The fact that he includes in this litany everyone from Margaret Thatcher onwards, and does not spare his own party leaders means, I think, that his warning to Alex Salmond last night (and again in todays Daily Record column) should be taken very seriously. He admits to having admired Salmond and his aptitude to ‘tell the truth to power’. He said he was very surprised that Salmond leapt straight into private meetings with ‘Sir’ Rupert, as one Scottish Government communication erroneously called him. Writing a tribute to the launch of the ‘Sun on Sunday’ in its first issue and allowing the paper to ‘scoop’ the referendum date have tied the first minister into the News International octopus as surely as Andy Coulson’s appointment has done with David Cameron.
It will come back to haunt him. Unlike David Cameron, Alex Salmond’s snuggle up to the old media fox, comes at a time when his papers are under a number of criminal investigations - one by Strathclyde Police. It is in the middle of the Leveson inquiry, which is showing signs of probing even deeper; and a variety of other groups are asking queries about whether the Murdoch clan in general are ‘fit and proper people’ to run media companies.
Should the results of the Leveson Inquiry and/or the corruption inquiries prove to be as damaging as they could be, then the mealy-mouthed excuses of the First Minister’s spokesperson that it is ‘all about jobs’, will be exposed as dangerous delusion. It already seems that it is more likely all about getting the Murdoch media to give Eck their support, as Rupert (I can’t help remembering Denis Potter’s name for his tumour) casts about for some damage to do to the British state that has (finally) turned on him. As Tom Watson said ‘One thing’s for sure, Murdoch is not doing this for the good of Scotland or the Scottish people.’
It is slightly surprising that an experienced campaigner like Salmond (and even more so the SNP media machine that surrounds him) would go down the same road as Blair and Cameron before him. Especially after the experiences of those associations. But he does have previous in cosying up to tycoons. Rupert Murdoch, however,  is not Brian Souter or  even Donald Trump. Tak’ a long spoon?

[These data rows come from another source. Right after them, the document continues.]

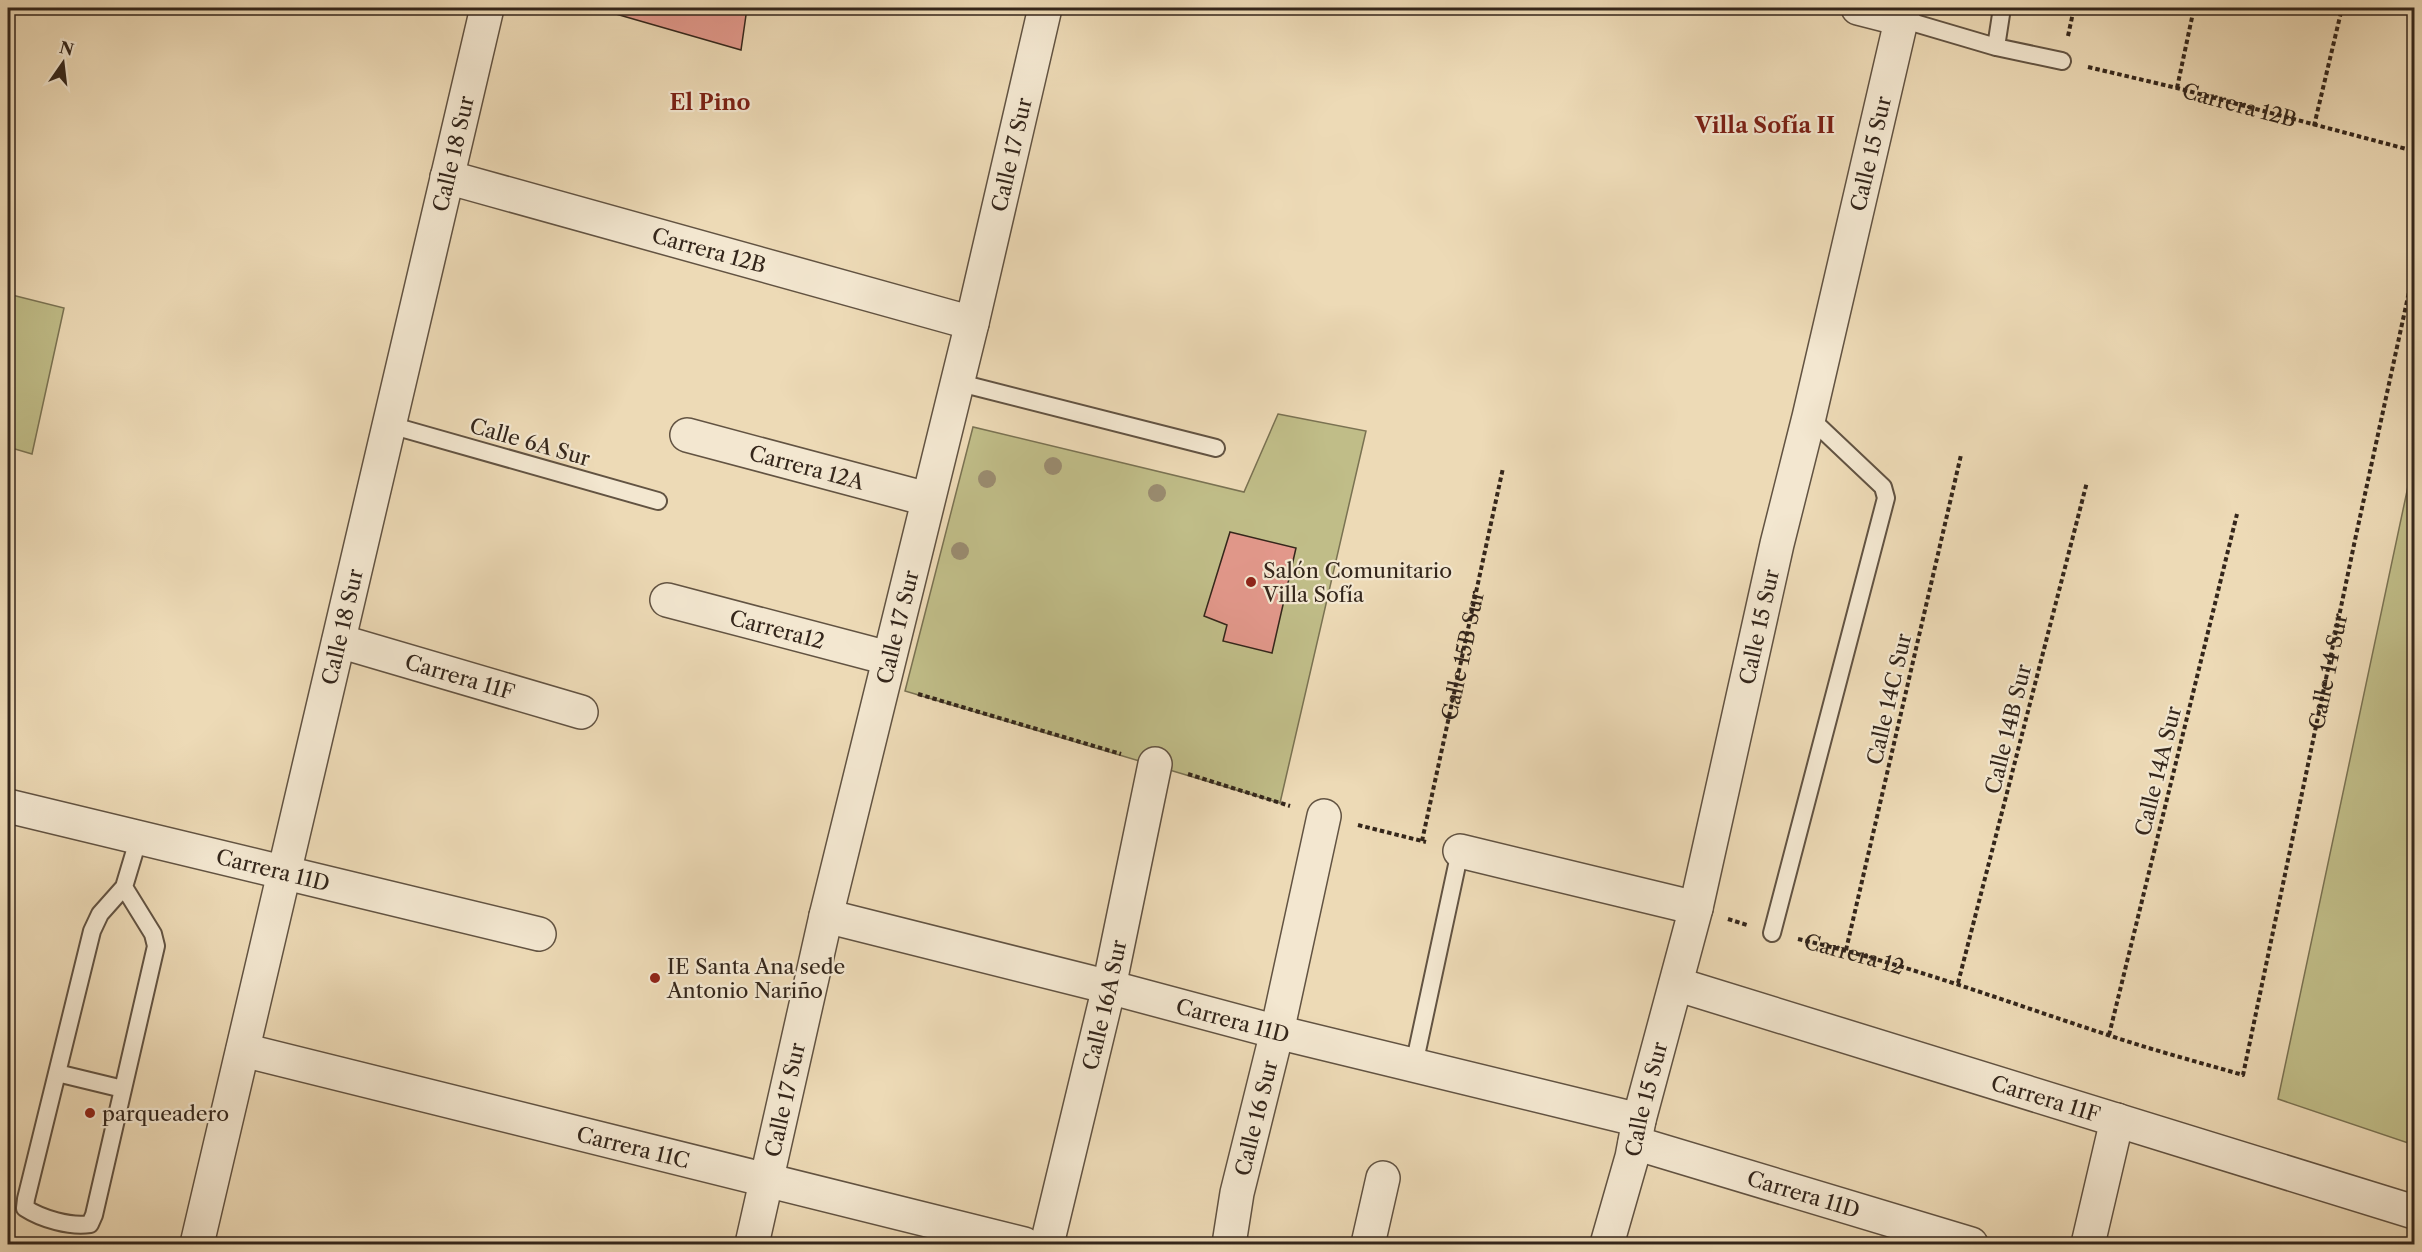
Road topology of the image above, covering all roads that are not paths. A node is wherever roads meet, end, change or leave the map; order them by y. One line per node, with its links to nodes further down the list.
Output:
1 (487, 8): 8 (street, Calle 18 Sur)
2 (1045, 8): 9 (street, Calle 17 Sur)
3 (1857, 8): 5 (street)
4 (2002, 8): 6 (lane)
5 (1903, 13): 6 (lane); 11 (street, Calle 15 Sur)
6 (1996, 47): 7 (lane)
7 (2062, 61)
8 (447, 177): 9 (street, Carrera 12B); 12 (street, Calle 18 Sur)
9 (972, 324): 10 (street, Calle 17 Sur)
10 (956, 382): 14 (lane); 15 (street, Calle 17 Sur)
11 (1809, 417): 28 (street, Calle 15 Sur); 30 (lane)
12 (390, 425): 16 (lane, Calle 6A Sur); 18 (street, Calle 18 Sur)
13 (687, 435): 15 (street, Carrera 12A)
14 (1216, 448)
15 (927, 499): 19 (street, Calle 17 Sur)
16 (658, 501)
17 (667, 600): 19 (street, Carrera12)
18 (339, 641): 20 (street, Carrera 11F); 26 (street, Calle 18 Sur)
19 (888, 658): 29 (street, Calle 17 Sur)
20 (581, 712)
21 (1155, 764): 33 (street, Calle 16A Sur)
22 (8, 806): 24 (street, Carrera 11D)
23 (1324, 816): 34 (street, Calle 16 Sur)
24 (139, 837): 26 (street, Carrera 11D); 27 (lane)
25 (1460, 851): 28 (street); 36 (lane)
26 (286, 873): 31 (street, Carrera 11D); 35 (street, Calle 18 Sur)
27 (124, 887): 37 (lane); 38 (lane)
28 (1696, 908): 32 (street, Calle 15 Sur)
29 (826, 916): 33 (street, Carrera 11D); 42 (street, Calle 17 Sur)
30 (1772, 933)
31 (539, 934)
32 (1676, 984): 39 (street, Carrera 11F); 40 (street, Calle 15 Sur)
33 (1109, 987): 34 (street, Carrera 11D); 47 (street, Calle 16A Sur)
34 (1277, 1032): 36 (street, Carrera 11D); 48 (street, Calle 16 Sur)
35 (243, 1050): 42 (street, Carrera 11C); 44 (street, Calle 18 Sur)
36 (1414, 1065): 40 (street, Carrera 11D)
37 (57, 1074): 38 (lane); 38 (lane)
38 (123, 1089)
39 (2117, 1120): 43 (street, Carrera 11F); 52 (street)
40 (1637, 1132): 50 (street, Calle 15 Sur); 51 (street, Carrera 11D)
41 (1383, 1178): 49 (street)
42 (767, 1180): 45 (street, Calle 17 Sur); 46 (street, Carrera 11C)
43 (2415, 1212)
44 (197, 1245)
45 (753, 1245)
46 (1024, 1245)
47 (1047, 1245)
48 (1228, 1245)
49 (1368, 1245)
50 (1607, 1245)
51 (1971, 1245)
52 (2088, 1245)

I suggest a ten foot tarry bargepole might be more appropriate.

Thursday, 1 December 2011

Huge turnout for Nov 30 shows new developments in activity, and some political mistakes

Huge turnouts in rallies and marches across Scotland have given the lie to those politicians who have been accusing union leaders of bullying and intimidation. In Glasgow and Edinburgh march and rally attendance topped the 10K mark in each city. Glasgow had to put on an overflow rally meeting to cram ‘em all in. IIn Edinburgh the sight of SNP MSPs joining ConDem MSPs going through union picket lines inspired double the ‘permitted’ number of marchers to cram into the square outside the parliament and listen to an equally inspired Rodney Bickerstaffe demolish the attempts to divide public and private sector workers. “If one person has a leg cut off,” he said does that mean everyone has to have their leg cut off, because it’s not fair?”.  
Rallies and marches took place across Scotland. In Kirkwall, Aberdeen, Moray, Inverness, Motherwell, Dundee, Falkirk, Dumfries, Glenrothes, Paisley, Livingstone. At all of them organisers were reporting double plus the numbers expected. While an estimated 300,000 took strike action in Scotland, around 30,000 also went on marches and rallies, picketed and gave other support.
In Glasgow ‘UNISON have filled the gathering point on their own!’ tweeted the PCS. The demonstration started at 12.30pm and the last got moving at 14.15pm! Those who could get in to the Barrowlands heard UNISON’s Scottish Secretary, Mike Kirby point out that “It could cost this country up to £15 billion to support the millions of private sector workers who have been locked out of saving for their retirement."
A number of commentators watching the rallies have been struck by the changing nature of the strikers. Trade unionists, they were certainly, and angry they were too, but they were not the traditional ‘middle-aged male’. Mike Kirby and Dave Prentis both pointed to the key role being played by women in leading the strikes, and others including the president of the National Pensioners Convention, Rodney Bickerstaffe noticed the high proportion of young people involved in the action. Many of the strikers were involved in their first industrial action, and some of the unions taking part - especially small clinical professional bodies - mark a new development, never having taken strike action before.
Are we seeing a new generation of activists taking the  lead? It is maybe too early to say that this marks a significant shift in the levels of collective activity in the young, or in women, or that there is an ‘arab spring’, but there is certainly something in motion that political and trade union leaders ignore at their peril.
The political fallout from the strikes will be interesting, given the  new numbers of activists. My old colleague Dave Watson has blogged about the position here in Scotland and I think his analysis is sound, if a little easy on the major tactical errors made by the Scottish Government. Yes there are very good trade unionists in the SNP ranks, but they are more than outnumbered by their backwoods colleagues. First Minister, Alex Salmond, who rejected union calls for a suspension of the Scottish Parliament, was booed when his picture was held at the Glasgow rally. 
The ConDems in Westminster, too, have seriously misjudged the mood of the nation. Opinion polls and media straw polls for some time now, have been showing increasing support for the strikers, and Tory ministers like Francis Maude and Danny Alexander have been thrashing about trying to find a tactic to demonise trade unions. Now Cameron’s pal, Jeremy Clarkson has let the cat out of the bag. Calling for strikers to be shot in front of their families, is exactly the logical conclusion of Tory government and Daily Mail vitriol. Not that Cameron will be pleased by his dinner pals intervention. The Tories - instead of going on the offensive - have had to spend the day distancing themselves from their fascistic supporter. The BBC too (not for the first time) have spent the day digging themselves deeper into a hole. One does wonder what it would take for the BBC to actually address the damage this presenter is doing to them? As it is they flounder gracelessly making ‘apologies’ that compound the felony.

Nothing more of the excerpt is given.